• [Exercise prompt] Wherever the string "улица" turns up in the data, copy the whole line.

• [Records supplied]
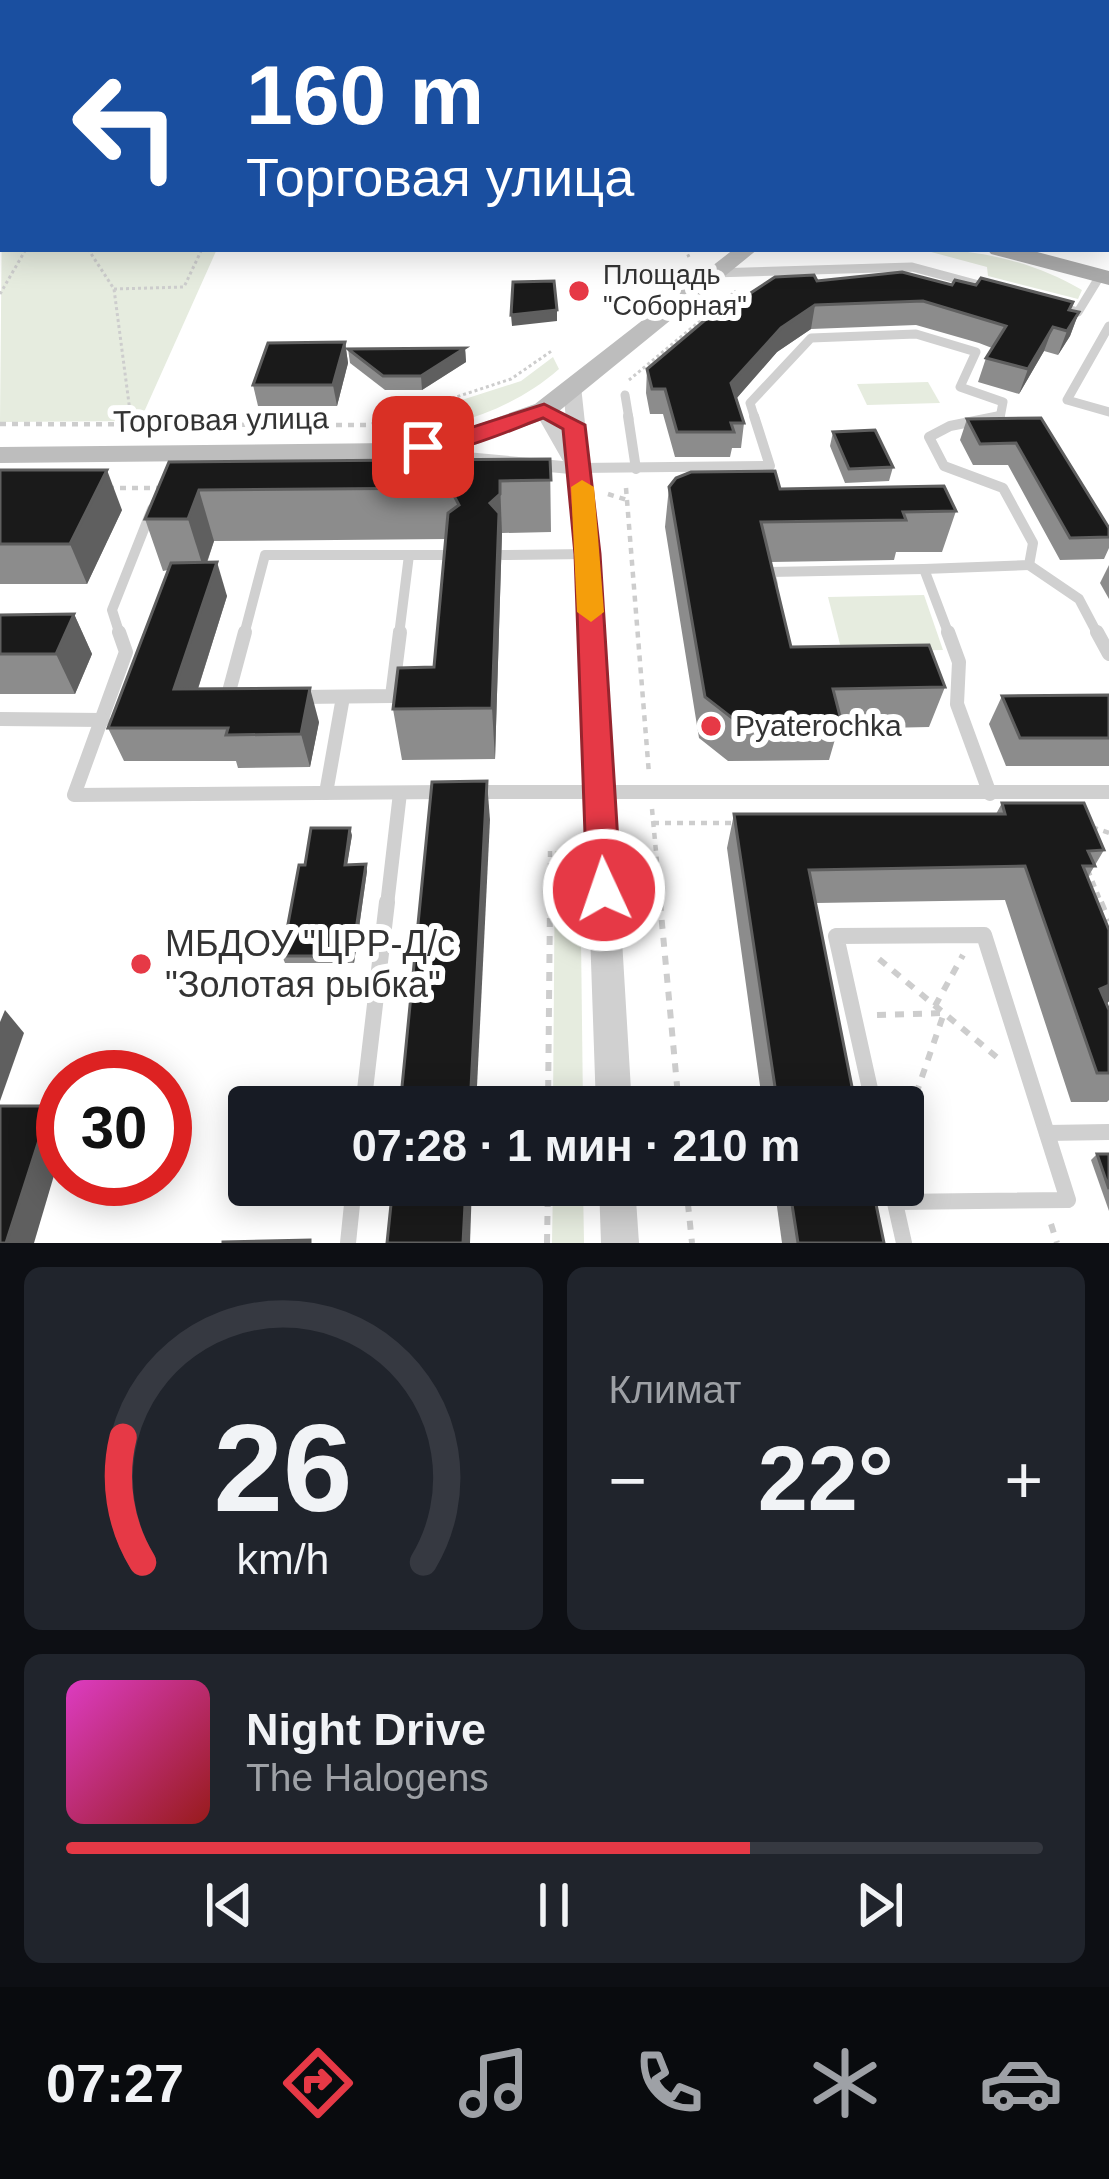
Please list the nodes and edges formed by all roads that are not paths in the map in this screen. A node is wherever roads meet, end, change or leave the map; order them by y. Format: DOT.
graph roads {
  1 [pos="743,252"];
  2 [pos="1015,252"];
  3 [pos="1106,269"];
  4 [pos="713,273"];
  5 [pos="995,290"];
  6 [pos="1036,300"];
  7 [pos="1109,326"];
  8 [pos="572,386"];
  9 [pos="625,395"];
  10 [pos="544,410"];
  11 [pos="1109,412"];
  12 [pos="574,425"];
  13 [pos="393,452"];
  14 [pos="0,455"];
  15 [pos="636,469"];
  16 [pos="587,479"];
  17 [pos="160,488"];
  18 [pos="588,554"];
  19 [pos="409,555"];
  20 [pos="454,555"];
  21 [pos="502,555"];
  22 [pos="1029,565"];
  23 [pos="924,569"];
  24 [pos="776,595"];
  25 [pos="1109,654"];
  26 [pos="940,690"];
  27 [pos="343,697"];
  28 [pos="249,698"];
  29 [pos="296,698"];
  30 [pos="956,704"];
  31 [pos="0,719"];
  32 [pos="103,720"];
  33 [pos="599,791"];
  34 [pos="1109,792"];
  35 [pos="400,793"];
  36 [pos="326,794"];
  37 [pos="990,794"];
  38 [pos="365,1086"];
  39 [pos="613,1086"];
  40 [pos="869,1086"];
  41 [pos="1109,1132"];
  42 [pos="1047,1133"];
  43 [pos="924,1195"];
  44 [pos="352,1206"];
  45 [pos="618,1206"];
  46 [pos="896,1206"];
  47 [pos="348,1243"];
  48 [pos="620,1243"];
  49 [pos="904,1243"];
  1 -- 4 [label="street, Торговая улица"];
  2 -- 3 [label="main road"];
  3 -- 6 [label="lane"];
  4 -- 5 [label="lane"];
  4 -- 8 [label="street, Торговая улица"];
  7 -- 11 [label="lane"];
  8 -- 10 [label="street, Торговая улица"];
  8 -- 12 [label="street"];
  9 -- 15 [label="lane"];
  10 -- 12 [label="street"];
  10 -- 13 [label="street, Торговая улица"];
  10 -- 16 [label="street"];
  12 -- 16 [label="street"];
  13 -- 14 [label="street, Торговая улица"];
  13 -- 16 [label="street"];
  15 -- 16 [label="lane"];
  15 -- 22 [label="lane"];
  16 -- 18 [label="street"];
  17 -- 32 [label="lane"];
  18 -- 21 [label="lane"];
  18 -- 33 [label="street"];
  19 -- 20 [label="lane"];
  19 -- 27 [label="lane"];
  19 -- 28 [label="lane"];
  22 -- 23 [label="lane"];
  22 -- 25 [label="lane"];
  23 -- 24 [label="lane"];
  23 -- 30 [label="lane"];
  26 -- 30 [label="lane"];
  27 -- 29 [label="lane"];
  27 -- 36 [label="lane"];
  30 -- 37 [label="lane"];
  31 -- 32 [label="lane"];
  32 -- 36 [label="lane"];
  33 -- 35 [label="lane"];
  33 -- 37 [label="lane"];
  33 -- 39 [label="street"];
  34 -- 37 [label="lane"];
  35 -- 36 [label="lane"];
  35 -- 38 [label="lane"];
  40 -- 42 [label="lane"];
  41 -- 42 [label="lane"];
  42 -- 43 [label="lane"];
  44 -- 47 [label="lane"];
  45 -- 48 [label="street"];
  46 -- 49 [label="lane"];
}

• [Response to the exercise]
  1 -- 4 [label="street, Торговая улица"];
  4 -- 8 [label="street, Торговая улица"];
  8 -- 10 [label="street, Торговая улица"];
  10 -- 13 [label="street, Торговая улица"];
  13 -- 14 [label="street, Торговая улица"];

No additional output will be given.